### [Instructions to follow]
Take every line of the material below that includes the string "dead" and copy it out.
================
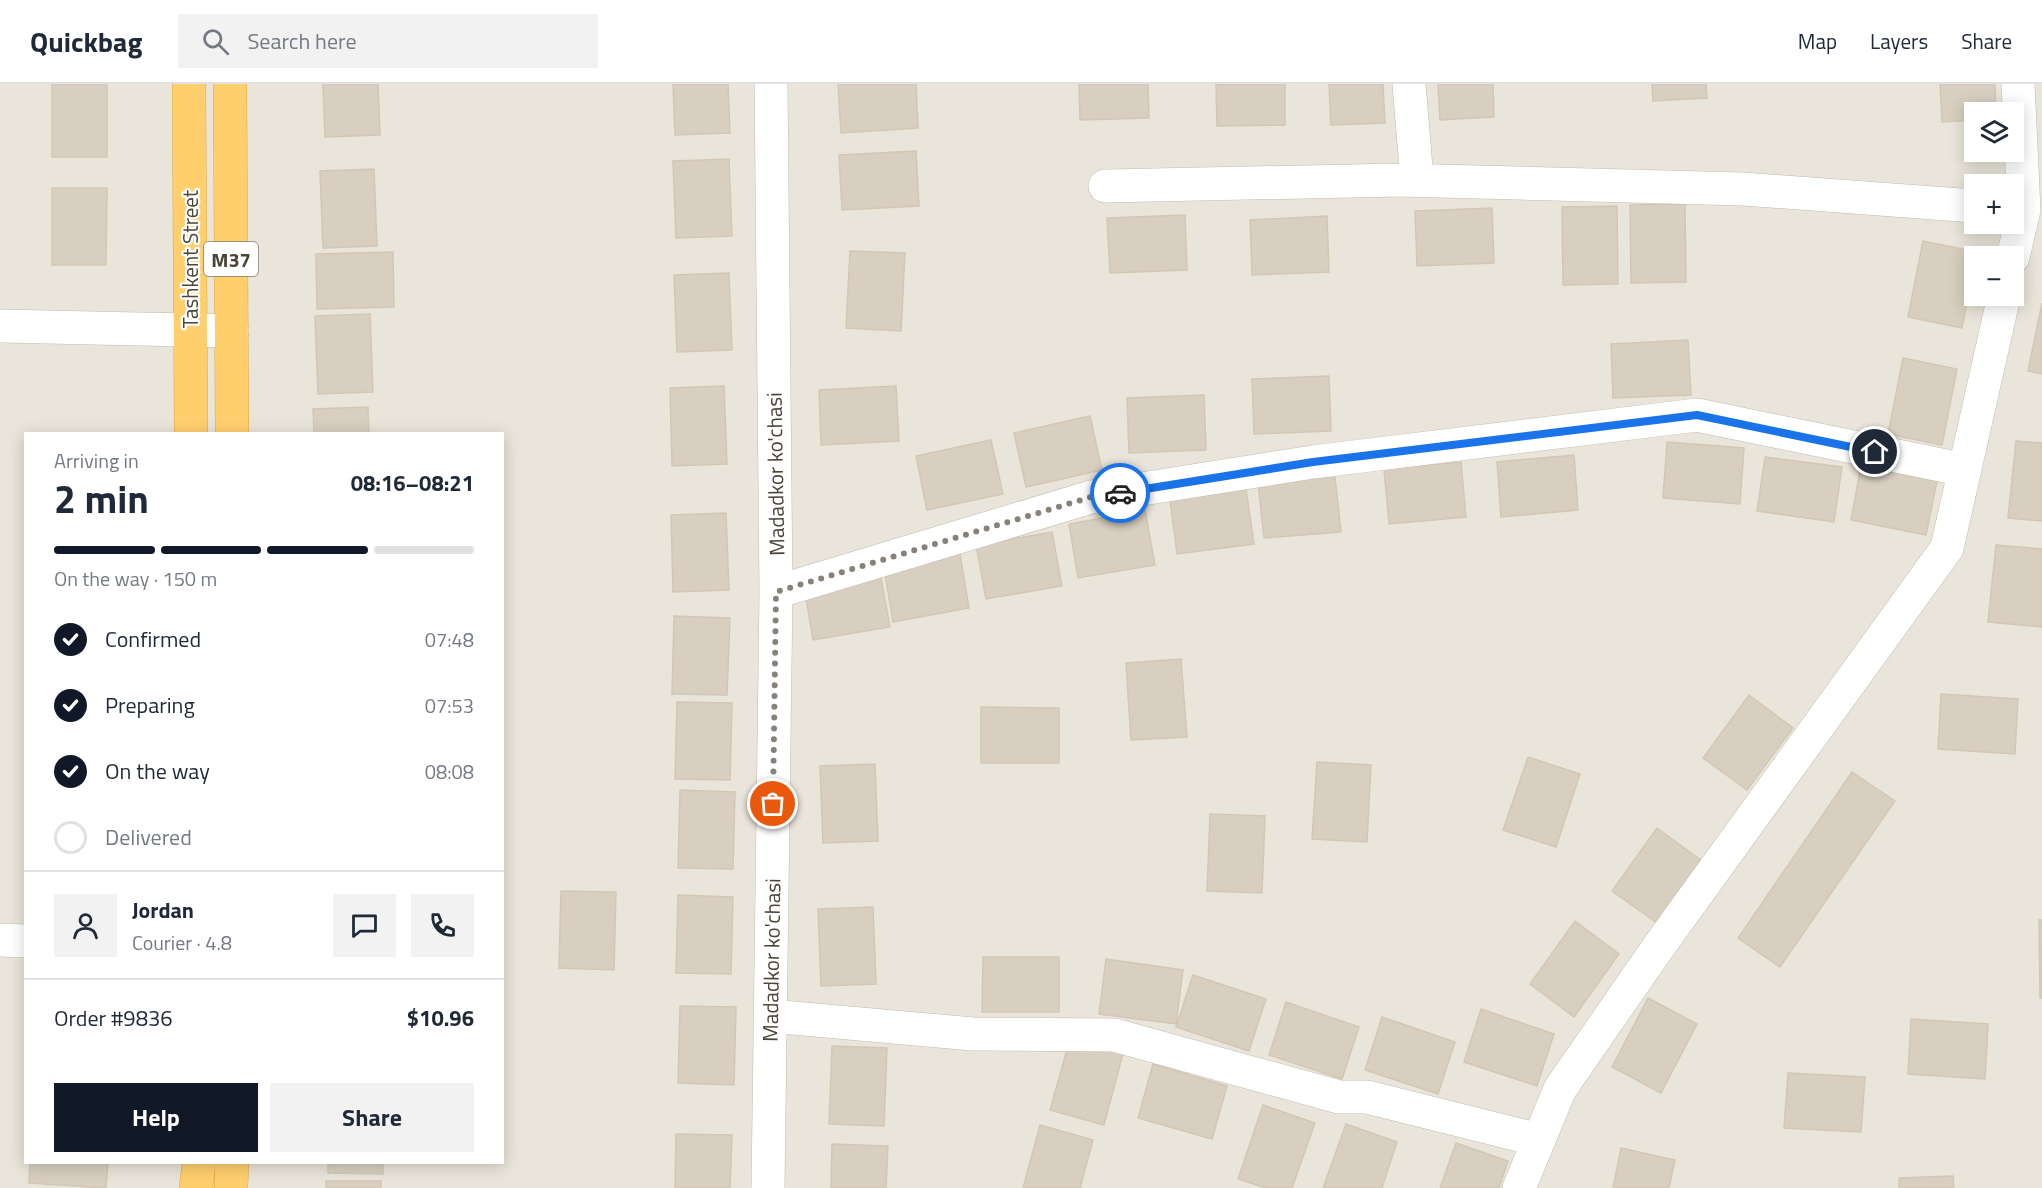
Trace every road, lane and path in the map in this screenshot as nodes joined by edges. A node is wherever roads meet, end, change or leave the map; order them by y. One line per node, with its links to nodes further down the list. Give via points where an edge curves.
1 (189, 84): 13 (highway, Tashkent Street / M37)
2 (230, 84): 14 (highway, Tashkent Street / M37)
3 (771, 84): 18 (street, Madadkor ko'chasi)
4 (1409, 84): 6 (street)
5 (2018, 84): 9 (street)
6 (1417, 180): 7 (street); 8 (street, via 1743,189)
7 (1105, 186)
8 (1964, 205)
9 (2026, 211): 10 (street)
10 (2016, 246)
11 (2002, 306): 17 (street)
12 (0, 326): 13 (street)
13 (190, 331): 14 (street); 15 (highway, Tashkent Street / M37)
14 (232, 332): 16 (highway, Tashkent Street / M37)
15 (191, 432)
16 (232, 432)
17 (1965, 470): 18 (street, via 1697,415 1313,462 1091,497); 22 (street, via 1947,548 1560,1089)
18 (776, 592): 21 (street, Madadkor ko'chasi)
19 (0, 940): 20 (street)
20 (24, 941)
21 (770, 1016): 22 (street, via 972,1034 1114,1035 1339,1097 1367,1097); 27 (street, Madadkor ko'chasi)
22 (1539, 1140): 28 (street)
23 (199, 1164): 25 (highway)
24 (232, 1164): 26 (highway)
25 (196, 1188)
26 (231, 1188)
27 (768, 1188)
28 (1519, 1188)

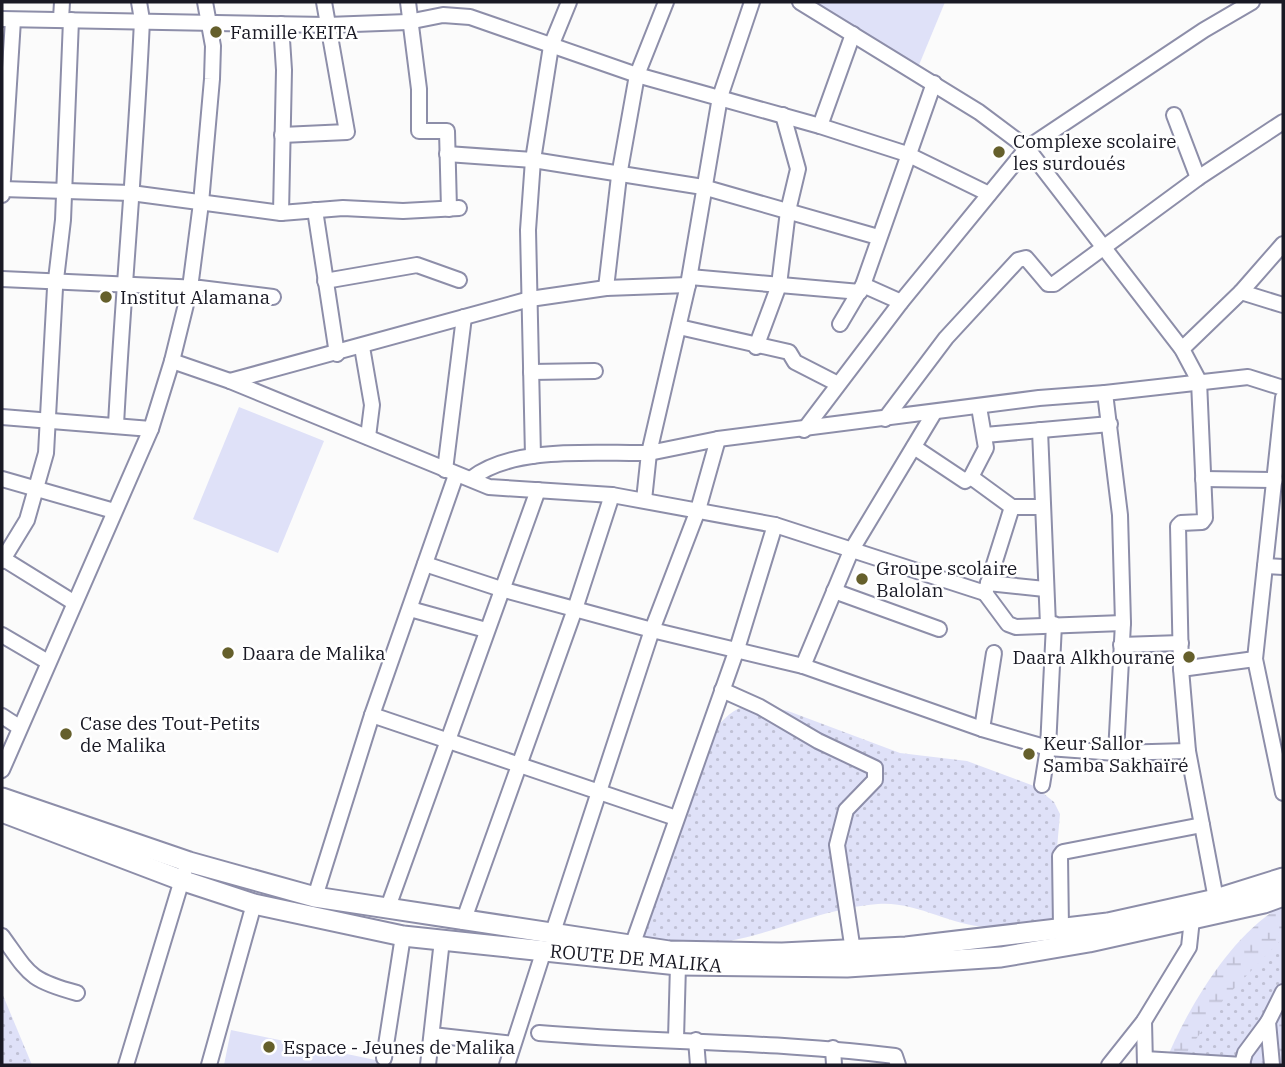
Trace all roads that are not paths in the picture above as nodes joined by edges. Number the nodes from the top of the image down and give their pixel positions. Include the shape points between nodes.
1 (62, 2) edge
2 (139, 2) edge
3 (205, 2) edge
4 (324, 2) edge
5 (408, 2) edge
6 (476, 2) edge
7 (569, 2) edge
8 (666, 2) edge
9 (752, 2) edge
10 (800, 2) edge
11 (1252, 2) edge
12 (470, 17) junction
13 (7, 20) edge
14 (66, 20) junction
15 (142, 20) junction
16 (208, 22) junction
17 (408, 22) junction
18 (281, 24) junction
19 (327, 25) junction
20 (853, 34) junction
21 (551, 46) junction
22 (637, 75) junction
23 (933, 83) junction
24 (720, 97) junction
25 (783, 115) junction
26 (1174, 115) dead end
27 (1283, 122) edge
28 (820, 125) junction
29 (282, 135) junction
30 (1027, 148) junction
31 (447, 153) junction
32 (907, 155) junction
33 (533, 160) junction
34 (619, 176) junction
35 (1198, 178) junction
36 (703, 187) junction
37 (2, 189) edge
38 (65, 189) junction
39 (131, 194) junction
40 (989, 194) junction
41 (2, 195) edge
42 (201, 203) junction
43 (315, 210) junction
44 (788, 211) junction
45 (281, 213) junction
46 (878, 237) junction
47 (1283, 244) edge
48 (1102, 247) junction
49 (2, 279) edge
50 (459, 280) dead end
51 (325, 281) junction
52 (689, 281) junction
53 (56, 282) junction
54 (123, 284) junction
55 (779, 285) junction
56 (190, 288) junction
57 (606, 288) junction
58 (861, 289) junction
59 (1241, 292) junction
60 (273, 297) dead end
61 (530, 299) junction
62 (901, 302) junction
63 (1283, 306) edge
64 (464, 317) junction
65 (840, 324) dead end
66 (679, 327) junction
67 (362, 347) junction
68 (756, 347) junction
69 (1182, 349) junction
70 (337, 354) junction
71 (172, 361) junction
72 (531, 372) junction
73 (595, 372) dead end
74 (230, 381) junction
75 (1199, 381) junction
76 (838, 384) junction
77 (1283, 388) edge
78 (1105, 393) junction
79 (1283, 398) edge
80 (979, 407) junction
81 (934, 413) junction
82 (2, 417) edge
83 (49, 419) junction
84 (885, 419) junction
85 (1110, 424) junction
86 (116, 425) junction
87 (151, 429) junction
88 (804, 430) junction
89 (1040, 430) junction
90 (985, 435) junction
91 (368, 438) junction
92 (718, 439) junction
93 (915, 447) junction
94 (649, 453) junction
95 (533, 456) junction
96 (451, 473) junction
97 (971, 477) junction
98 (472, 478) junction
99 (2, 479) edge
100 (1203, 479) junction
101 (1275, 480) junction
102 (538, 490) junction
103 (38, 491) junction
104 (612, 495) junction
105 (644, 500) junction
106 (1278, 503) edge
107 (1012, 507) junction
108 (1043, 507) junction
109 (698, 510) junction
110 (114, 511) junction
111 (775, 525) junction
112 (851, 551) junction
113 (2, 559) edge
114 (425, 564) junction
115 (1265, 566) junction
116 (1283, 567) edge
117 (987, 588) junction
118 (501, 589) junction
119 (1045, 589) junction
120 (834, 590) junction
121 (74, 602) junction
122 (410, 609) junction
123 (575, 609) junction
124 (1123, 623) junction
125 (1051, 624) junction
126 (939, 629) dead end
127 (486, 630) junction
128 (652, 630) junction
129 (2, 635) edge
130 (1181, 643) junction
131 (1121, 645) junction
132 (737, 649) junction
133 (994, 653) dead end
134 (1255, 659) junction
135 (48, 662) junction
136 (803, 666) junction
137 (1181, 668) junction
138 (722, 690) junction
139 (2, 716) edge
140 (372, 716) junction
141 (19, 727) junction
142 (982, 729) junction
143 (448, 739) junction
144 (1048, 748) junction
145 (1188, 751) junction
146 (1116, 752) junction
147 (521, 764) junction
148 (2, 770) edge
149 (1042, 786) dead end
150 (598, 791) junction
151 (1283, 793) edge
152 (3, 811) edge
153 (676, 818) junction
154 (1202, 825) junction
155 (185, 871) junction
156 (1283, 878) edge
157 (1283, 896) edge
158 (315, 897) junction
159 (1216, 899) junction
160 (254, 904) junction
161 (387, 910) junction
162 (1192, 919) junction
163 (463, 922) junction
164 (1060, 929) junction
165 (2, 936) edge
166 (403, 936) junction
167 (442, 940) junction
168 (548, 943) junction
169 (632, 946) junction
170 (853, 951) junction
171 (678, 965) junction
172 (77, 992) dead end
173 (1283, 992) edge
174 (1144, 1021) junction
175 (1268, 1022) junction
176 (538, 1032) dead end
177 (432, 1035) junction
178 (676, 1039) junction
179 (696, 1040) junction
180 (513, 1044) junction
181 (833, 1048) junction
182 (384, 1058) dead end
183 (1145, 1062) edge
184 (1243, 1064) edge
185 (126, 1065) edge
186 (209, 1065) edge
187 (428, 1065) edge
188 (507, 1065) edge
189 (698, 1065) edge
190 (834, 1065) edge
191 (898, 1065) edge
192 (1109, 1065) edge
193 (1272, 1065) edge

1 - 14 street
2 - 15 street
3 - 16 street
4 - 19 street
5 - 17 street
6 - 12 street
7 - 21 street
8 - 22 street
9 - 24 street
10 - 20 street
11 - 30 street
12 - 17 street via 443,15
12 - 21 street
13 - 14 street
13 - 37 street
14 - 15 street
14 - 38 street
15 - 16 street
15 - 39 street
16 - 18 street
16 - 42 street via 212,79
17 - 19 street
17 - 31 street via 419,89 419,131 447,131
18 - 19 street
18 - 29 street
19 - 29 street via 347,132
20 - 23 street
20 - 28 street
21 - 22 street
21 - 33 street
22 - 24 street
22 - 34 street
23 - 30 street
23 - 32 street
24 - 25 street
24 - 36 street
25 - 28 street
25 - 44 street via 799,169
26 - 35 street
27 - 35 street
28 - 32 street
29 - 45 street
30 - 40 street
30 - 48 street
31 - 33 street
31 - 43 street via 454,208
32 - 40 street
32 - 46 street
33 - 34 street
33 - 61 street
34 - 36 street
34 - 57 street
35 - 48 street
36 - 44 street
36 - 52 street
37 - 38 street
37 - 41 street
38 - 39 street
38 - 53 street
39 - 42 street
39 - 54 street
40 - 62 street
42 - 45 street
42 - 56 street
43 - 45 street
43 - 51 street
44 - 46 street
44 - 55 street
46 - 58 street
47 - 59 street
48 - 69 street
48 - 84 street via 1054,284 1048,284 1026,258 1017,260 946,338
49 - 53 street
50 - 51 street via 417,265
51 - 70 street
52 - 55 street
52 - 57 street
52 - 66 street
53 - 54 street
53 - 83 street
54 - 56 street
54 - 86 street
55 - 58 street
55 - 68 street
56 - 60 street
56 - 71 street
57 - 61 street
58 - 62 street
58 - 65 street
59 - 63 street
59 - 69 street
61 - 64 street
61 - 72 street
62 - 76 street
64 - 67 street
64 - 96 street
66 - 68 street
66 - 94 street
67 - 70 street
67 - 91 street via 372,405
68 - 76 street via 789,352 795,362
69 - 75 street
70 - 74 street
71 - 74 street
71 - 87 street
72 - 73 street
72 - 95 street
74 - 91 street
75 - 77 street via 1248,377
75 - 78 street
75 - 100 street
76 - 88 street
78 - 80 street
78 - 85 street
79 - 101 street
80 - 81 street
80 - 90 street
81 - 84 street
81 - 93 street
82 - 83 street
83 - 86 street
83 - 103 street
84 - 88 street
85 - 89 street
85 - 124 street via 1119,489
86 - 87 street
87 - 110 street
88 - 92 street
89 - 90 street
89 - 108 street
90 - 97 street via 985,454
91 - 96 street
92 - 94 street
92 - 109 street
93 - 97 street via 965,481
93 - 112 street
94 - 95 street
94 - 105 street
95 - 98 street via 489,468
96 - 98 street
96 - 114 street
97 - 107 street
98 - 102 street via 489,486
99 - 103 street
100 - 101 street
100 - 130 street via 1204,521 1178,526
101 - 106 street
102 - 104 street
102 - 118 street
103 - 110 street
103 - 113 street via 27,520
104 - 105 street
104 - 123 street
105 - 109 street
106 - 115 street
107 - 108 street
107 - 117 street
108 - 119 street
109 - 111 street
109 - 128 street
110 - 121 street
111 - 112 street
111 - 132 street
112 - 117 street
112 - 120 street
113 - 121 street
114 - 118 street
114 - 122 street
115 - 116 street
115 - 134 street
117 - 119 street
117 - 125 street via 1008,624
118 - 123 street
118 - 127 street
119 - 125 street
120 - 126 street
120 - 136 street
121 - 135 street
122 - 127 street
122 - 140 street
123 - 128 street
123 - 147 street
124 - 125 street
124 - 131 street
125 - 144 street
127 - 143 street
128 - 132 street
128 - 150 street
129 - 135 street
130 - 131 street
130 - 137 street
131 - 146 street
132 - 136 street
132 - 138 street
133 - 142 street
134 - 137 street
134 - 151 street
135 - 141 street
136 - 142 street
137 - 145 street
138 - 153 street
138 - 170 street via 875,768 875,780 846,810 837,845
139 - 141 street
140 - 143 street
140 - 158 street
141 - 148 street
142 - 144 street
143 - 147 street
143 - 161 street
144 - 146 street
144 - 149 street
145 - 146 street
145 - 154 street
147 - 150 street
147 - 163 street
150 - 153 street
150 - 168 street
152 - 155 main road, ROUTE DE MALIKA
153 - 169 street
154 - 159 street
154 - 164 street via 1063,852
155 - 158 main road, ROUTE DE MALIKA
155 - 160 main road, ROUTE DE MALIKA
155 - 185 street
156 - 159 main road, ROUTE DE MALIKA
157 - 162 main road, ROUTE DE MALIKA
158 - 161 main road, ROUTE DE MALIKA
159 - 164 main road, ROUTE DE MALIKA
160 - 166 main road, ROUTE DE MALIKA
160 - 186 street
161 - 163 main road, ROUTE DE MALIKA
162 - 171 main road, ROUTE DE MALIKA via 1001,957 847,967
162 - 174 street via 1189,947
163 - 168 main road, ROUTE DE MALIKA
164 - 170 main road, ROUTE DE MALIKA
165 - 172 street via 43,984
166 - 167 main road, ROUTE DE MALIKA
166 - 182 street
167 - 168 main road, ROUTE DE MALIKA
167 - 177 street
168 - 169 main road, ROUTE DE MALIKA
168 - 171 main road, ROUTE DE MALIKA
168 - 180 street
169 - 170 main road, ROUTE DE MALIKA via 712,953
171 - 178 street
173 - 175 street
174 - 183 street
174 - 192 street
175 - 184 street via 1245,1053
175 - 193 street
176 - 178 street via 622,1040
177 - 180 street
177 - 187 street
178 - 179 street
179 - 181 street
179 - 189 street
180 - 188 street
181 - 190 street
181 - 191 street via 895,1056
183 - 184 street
================
### [Answer for this exercise]
26 (1174, 115) dead end
50 (459, 280) dead end
60 (273, 297) dead end
65 (840, 324) dead end
73 (595, 372) dead end
126 (939, 629) dead end
133 (994, 653) dead end
149 (1042, 786) dead end
172 (77, 992) dead end
176 (538, 1032) dead end
182 (384, 1058) dead end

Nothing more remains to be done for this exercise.